Posted in Psychology & Medicine

Emotion

Unless you are a psychopath, as a human being you are bound to feel emotions. Love, happiness, anger, sadness… there are many emotions that range from simple to complex. Emotions are an interesting system as they allow us to respond rapidly to a situation without thinking, while alerting other members of our society to what is happening to us. Essentially, emotions help us in survival and social interactions. 

According to Professor Paul Ekman, emotions are universal from culture to culture, with facial expressions being almost identical from tribal cultures to modern ones. He found that there are six major emotions: anger, fear, disgust, sadness, surprise and happiness. He also pioneered the field of micro-expressions, which studies the flickering change in our facial expressions whenever we feel a certain emotion. As emotions usually occur before the conscious mind thinks, we are often unaware of the expressions we make.

Another psychologist, Dr.

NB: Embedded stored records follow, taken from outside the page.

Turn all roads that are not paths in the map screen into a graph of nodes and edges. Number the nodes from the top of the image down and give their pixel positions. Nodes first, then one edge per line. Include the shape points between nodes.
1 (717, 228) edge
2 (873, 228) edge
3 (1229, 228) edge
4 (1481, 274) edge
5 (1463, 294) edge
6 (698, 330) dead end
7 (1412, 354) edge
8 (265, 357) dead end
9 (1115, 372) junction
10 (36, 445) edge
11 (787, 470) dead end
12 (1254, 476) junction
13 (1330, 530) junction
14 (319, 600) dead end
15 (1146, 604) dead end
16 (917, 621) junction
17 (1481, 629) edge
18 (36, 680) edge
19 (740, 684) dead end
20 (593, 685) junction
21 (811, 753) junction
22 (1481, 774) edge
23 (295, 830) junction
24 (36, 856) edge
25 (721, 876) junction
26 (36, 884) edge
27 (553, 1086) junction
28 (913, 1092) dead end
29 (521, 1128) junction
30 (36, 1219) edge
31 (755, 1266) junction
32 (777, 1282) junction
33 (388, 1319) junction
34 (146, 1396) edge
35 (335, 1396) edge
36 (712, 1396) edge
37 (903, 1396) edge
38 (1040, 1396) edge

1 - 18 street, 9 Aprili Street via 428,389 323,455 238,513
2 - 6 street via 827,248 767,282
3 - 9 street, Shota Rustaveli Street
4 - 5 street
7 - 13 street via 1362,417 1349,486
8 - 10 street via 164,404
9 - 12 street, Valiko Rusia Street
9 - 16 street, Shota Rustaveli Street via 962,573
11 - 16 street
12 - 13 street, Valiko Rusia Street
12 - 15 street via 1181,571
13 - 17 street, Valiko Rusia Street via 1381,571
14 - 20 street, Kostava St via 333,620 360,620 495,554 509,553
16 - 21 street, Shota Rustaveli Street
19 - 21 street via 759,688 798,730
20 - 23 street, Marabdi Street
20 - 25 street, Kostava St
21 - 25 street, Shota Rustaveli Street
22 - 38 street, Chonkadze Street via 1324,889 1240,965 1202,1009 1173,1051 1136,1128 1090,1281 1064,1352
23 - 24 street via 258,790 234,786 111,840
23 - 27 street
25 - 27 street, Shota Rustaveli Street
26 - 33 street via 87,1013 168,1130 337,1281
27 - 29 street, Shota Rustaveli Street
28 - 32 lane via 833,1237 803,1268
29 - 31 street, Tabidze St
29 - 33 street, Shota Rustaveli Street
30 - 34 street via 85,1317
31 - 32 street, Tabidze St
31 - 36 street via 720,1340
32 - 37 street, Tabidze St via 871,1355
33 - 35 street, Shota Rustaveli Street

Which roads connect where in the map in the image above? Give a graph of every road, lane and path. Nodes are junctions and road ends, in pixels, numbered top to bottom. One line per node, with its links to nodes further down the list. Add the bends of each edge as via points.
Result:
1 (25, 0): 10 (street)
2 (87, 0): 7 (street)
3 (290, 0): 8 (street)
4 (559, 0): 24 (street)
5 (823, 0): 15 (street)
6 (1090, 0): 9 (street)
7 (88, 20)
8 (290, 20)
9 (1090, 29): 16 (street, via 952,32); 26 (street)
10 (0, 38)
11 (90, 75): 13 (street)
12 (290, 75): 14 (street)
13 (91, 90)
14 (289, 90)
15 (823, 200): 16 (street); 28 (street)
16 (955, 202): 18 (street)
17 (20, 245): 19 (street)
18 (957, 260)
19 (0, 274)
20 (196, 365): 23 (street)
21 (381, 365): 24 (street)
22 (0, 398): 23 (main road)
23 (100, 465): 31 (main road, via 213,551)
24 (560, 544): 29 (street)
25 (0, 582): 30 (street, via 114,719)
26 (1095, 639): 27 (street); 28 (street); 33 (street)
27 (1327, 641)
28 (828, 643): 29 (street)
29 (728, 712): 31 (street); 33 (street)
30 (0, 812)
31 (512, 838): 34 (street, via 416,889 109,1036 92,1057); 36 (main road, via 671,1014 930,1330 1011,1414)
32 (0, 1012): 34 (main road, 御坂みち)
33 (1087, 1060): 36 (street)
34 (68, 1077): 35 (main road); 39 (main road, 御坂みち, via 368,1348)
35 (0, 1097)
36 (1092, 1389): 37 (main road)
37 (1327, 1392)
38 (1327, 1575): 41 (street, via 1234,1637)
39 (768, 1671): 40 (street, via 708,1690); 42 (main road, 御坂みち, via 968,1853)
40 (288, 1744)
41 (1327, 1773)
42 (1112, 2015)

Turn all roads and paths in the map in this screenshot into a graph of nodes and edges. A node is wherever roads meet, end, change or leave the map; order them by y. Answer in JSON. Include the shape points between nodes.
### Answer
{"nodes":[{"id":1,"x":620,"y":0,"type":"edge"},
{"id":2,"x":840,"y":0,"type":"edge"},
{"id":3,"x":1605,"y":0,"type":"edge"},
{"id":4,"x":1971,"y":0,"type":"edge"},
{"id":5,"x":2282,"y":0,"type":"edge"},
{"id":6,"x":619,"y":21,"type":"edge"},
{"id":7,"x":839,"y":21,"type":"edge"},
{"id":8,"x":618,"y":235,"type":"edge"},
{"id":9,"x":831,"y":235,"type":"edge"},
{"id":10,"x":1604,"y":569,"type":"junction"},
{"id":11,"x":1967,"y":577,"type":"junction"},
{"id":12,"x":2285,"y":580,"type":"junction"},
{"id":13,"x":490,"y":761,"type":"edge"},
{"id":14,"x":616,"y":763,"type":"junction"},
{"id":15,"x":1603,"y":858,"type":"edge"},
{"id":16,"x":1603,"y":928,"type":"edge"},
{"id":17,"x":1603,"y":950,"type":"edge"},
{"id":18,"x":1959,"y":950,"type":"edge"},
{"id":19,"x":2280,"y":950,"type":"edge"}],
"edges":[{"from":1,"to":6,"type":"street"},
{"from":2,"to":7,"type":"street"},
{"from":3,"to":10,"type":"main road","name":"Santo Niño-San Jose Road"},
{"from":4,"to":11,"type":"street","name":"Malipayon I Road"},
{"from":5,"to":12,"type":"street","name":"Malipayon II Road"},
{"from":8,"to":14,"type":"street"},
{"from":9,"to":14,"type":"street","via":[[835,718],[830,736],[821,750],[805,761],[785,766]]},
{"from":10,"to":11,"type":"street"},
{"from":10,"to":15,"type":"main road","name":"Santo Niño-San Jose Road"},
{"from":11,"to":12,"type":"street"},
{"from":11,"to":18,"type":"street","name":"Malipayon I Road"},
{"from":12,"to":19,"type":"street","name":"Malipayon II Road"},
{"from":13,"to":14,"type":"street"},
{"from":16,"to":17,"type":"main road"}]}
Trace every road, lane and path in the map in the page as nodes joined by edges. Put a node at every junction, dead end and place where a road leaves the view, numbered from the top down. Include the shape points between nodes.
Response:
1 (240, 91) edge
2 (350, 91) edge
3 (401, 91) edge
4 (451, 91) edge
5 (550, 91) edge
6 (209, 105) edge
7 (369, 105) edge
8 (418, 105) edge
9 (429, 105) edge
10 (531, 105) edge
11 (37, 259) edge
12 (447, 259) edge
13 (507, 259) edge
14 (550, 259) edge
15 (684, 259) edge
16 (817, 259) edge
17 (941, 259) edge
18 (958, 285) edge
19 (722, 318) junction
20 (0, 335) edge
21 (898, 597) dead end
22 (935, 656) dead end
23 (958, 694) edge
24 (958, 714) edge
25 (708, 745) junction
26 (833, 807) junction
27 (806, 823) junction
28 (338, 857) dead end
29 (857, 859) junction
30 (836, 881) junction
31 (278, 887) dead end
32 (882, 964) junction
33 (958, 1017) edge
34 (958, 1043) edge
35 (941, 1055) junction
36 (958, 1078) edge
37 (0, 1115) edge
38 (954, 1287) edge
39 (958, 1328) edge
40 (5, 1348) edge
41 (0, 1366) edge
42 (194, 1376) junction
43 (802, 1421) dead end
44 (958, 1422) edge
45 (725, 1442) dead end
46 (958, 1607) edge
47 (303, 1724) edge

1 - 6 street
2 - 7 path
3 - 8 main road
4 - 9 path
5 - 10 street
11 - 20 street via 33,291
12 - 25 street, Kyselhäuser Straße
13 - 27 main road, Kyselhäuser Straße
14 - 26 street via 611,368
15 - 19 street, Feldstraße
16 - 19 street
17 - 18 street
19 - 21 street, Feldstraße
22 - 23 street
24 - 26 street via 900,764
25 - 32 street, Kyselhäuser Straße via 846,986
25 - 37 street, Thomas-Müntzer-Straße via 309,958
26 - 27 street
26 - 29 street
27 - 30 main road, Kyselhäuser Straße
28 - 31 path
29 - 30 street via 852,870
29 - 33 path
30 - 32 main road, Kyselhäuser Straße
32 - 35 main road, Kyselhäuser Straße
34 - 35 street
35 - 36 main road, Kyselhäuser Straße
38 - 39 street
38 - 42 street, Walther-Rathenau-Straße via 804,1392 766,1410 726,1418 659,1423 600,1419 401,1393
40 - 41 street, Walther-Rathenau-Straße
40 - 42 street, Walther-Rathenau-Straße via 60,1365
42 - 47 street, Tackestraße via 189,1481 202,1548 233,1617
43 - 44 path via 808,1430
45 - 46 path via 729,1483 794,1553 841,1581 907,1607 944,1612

Paul Gilbert, divided emotions into three affect systems. They are as follows:

  • Threat/protection system: associated with the fight-or-flight response, activates in response to danger. It causes anger and fear and is related to catecholamines (e.g. adrenaline) and cortisol (stress hormone).
  • Want/desire system: associated with hunting and rewarding behaviour, helps us perform actions that aids survival such as obtaining food and mates. It is related to the emotion of excitement, which is caused by the neurotransmitter dopamine (part of the reward system).
  • Contentment system: associated with met needs and social connection, especially when we feel safe and relaxed. It produces feelings of happiness and peace, linked to the hormone oxytocin (released with human touch, especially during kissing).

Dr. Gilbert also posited that as societies have evolved over time, our affect systems have been altered. For example, despite the lack of natural predators around, urban dwellers are often in a state of high anxiety. This causes a sustained stress response, leading to negative health outcomes. Furthermore, the agitation and the paranoia caused by constant fear leads to crimes such as murder and war. Our want/desire system has also been heightened as we find pleasure in gaining material wealth. This has led to aggressive capitalism, exploiting other people and the environment for selfish gain.

On the other hand, the contentment system has shrunk. People feel less content despite being in a generally healthier and richer world than 100 years ago. The reason being, our brain has evolved to help us survive, not to keep us happy. 

One must learn how to adapt to these changes by finding a way to relieve tension and stress, while finding inner peace and happiness. Whether it be through sports, music, humour or simply talking to another person, finding your own way to deal with anxiety is the best road to being happy and content.